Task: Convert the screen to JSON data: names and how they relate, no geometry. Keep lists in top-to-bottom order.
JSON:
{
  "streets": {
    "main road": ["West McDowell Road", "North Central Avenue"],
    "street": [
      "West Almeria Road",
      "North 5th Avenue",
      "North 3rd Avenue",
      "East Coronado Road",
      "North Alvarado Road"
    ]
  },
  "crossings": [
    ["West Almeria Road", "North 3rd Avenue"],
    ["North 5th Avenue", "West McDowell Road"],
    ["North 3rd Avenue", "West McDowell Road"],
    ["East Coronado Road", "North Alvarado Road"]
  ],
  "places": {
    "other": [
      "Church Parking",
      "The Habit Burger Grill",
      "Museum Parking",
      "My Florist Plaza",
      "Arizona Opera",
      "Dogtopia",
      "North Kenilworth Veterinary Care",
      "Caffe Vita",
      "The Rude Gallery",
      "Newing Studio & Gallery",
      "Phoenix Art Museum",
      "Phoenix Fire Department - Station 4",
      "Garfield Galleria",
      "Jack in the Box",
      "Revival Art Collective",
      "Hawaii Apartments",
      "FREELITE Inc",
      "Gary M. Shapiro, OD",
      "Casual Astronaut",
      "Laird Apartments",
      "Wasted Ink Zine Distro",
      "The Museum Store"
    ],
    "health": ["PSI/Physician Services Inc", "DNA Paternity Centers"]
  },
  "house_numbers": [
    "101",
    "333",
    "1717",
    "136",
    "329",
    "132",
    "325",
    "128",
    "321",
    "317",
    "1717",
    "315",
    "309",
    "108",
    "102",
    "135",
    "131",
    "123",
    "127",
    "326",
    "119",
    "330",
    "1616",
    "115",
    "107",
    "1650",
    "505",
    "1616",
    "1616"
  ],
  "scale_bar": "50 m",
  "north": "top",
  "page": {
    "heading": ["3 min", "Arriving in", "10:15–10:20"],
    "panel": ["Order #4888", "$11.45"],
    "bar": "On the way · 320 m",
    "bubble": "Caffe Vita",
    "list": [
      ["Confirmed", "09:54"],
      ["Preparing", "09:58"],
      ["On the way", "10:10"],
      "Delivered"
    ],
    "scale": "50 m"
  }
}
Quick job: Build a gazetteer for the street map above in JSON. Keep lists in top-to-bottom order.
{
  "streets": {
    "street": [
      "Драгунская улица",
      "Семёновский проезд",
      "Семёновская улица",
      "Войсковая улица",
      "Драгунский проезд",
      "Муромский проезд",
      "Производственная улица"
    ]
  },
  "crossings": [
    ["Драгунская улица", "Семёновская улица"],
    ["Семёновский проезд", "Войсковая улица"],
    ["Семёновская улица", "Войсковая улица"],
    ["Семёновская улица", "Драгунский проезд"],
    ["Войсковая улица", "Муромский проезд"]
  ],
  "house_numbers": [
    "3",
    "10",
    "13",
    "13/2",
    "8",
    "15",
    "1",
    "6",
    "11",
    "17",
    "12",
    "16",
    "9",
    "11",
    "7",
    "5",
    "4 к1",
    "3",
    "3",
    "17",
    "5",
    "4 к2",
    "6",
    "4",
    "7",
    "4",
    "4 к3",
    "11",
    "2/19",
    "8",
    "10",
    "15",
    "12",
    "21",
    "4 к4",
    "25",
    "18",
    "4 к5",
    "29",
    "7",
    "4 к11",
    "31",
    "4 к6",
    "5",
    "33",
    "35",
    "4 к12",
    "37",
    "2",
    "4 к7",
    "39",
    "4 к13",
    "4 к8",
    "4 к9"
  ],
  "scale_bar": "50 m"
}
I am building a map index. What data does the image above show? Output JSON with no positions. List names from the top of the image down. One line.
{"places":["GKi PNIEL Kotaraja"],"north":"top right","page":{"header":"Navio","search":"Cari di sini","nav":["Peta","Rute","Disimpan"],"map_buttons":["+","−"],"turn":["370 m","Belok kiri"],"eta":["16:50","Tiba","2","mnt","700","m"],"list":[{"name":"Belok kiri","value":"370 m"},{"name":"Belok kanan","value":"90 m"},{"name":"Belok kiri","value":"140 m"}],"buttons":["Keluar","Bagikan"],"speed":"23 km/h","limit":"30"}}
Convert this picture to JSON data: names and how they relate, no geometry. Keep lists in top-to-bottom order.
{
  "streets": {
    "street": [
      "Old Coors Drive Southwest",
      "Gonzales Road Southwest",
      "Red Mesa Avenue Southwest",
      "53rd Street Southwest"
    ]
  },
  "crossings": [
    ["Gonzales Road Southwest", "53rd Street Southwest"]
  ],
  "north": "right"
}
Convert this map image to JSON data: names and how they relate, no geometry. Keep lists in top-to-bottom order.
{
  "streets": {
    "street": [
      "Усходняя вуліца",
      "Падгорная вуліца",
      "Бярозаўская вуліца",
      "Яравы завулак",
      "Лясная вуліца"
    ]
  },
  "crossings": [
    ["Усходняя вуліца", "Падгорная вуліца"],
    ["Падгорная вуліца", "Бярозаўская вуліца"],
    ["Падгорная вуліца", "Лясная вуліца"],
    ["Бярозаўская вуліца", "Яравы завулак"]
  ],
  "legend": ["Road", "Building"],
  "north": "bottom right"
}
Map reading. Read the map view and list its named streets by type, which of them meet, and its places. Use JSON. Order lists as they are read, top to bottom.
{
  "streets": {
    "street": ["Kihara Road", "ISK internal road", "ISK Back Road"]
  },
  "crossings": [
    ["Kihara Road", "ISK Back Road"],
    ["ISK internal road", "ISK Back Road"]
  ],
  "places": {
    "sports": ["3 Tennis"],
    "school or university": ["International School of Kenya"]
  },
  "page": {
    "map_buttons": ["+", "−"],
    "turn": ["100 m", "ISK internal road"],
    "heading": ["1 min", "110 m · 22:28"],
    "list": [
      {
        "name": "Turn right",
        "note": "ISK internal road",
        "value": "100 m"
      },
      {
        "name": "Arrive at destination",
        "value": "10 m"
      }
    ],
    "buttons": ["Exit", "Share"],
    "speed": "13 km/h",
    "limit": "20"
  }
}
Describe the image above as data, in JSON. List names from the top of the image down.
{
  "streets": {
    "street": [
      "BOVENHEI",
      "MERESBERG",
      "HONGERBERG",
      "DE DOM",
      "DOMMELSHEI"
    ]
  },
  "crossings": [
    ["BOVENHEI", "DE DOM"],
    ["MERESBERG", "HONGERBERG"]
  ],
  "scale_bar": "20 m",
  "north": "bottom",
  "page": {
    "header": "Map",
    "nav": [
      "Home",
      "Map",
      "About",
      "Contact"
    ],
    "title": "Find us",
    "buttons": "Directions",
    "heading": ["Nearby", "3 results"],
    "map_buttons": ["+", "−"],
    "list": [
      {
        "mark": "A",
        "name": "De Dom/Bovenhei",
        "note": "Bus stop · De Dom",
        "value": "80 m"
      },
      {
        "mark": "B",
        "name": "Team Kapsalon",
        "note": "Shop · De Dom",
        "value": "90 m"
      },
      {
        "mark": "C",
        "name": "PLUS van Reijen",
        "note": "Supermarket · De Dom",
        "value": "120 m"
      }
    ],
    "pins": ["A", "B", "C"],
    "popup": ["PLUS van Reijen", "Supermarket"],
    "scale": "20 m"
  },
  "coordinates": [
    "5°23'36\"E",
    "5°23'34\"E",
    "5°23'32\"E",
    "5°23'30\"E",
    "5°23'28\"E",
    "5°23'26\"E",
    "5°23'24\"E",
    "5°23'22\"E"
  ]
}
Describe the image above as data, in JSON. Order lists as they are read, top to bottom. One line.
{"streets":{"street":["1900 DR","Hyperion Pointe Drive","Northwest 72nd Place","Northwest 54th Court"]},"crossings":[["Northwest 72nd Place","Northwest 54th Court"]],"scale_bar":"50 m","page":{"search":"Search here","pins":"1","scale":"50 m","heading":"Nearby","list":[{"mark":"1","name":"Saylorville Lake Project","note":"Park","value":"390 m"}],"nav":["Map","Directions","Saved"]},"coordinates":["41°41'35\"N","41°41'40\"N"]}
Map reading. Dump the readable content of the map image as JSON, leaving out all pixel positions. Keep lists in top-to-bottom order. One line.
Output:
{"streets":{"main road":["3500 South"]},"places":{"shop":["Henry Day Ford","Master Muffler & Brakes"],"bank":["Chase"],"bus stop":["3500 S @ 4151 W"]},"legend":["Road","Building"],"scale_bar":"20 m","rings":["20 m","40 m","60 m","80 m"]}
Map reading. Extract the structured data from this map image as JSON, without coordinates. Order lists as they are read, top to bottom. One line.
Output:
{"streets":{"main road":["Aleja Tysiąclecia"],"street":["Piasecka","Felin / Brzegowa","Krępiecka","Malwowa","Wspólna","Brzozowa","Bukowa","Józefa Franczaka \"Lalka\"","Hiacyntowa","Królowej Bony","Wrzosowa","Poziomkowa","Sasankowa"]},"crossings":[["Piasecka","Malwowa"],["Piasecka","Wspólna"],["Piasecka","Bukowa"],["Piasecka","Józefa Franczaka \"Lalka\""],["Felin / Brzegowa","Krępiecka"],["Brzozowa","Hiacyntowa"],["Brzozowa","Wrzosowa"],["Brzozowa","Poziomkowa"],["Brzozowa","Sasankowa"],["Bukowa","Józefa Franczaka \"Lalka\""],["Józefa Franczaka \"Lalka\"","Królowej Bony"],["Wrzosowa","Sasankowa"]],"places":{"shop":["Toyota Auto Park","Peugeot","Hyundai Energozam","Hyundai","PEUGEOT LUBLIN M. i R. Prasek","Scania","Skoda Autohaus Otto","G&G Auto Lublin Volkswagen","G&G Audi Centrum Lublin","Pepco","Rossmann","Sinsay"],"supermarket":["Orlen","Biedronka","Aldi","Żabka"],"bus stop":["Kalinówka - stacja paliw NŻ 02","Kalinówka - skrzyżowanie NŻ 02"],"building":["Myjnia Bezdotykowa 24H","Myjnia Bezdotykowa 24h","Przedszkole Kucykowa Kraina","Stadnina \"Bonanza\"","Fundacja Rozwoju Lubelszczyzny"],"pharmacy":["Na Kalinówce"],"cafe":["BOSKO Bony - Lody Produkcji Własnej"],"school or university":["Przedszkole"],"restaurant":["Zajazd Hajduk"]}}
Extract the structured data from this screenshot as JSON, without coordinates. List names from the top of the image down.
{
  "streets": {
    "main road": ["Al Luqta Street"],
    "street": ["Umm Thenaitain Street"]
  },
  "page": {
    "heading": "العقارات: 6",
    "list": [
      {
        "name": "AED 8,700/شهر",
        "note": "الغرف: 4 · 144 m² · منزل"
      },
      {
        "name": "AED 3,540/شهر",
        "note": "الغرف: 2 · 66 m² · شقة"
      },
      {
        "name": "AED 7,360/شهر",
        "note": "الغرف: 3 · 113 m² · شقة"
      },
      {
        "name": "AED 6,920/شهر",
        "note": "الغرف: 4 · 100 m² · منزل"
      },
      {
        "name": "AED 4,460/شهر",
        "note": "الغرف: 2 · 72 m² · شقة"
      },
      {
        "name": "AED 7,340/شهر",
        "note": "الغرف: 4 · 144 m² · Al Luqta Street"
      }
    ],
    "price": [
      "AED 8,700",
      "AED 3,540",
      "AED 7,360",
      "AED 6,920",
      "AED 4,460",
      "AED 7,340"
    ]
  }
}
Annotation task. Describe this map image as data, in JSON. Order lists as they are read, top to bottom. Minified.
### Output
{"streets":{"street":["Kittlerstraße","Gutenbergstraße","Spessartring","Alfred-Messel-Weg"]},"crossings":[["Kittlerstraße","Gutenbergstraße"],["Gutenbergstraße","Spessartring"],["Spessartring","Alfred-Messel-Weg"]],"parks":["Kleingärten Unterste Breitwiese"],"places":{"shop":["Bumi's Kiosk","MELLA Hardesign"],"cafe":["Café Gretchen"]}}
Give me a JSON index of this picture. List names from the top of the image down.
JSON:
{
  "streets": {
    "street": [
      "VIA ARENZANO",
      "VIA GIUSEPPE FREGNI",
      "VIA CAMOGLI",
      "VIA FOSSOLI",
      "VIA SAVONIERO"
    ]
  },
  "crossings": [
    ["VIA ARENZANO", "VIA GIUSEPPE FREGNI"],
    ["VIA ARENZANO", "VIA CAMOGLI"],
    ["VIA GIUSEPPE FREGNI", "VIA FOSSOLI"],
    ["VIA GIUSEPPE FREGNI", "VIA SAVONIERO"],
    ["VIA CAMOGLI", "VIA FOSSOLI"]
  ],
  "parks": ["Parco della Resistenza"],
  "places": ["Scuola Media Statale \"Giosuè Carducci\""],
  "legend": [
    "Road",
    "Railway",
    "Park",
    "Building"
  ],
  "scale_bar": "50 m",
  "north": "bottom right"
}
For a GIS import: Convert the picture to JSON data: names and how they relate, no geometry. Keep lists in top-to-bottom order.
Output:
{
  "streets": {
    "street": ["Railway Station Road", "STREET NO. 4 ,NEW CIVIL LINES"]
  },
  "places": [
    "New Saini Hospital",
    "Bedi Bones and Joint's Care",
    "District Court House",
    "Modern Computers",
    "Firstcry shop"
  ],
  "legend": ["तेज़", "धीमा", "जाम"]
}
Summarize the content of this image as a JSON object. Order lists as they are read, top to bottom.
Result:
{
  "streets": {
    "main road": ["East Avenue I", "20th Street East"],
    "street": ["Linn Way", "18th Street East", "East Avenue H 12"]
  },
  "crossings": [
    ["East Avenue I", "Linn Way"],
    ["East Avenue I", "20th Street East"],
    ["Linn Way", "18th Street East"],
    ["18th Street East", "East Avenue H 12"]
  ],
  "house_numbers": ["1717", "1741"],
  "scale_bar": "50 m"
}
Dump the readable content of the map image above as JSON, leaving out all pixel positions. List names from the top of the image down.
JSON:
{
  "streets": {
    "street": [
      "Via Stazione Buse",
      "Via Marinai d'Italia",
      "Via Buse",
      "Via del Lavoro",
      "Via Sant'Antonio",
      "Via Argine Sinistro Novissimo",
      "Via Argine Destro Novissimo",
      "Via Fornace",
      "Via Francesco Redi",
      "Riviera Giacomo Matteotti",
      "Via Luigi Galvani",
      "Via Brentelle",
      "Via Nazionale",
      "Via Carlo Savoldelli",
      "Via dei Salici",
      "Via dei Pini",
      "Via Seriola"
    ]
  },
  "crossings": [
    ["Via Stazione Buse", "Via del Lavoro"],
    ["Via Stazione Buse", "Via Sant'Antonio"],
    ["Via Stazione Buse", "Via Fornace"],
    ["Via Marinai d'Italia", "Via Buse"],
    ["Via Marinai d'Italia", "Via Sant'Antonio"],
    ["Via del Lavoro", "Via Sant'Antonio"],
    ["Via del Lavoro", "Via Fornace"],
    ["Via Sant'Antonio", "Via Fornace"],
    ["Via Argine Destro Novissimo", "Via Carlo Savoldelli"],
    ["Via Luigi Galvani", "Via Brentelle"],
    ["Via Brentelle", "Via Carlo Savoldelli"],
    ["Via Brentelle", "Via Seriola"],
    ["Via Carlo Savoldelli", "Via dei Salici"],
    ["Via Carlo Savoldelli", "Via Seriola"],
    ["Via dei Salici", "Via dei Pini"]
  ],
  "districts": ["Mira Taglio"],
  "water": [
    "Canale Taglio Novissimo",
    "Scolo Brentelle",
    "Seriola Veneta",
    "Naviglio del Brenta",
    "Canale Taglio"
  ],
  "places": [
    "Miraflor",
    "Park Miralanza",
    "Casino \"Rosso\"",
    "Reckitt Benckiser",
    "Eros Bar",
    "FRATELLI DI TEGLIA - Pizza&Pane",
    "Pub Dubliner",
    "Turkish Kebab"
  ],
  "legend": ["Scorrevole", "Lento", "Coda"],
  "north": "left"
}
________________________
Determine the number of lines in these entries that contain the word "Drive", and write only that number.

2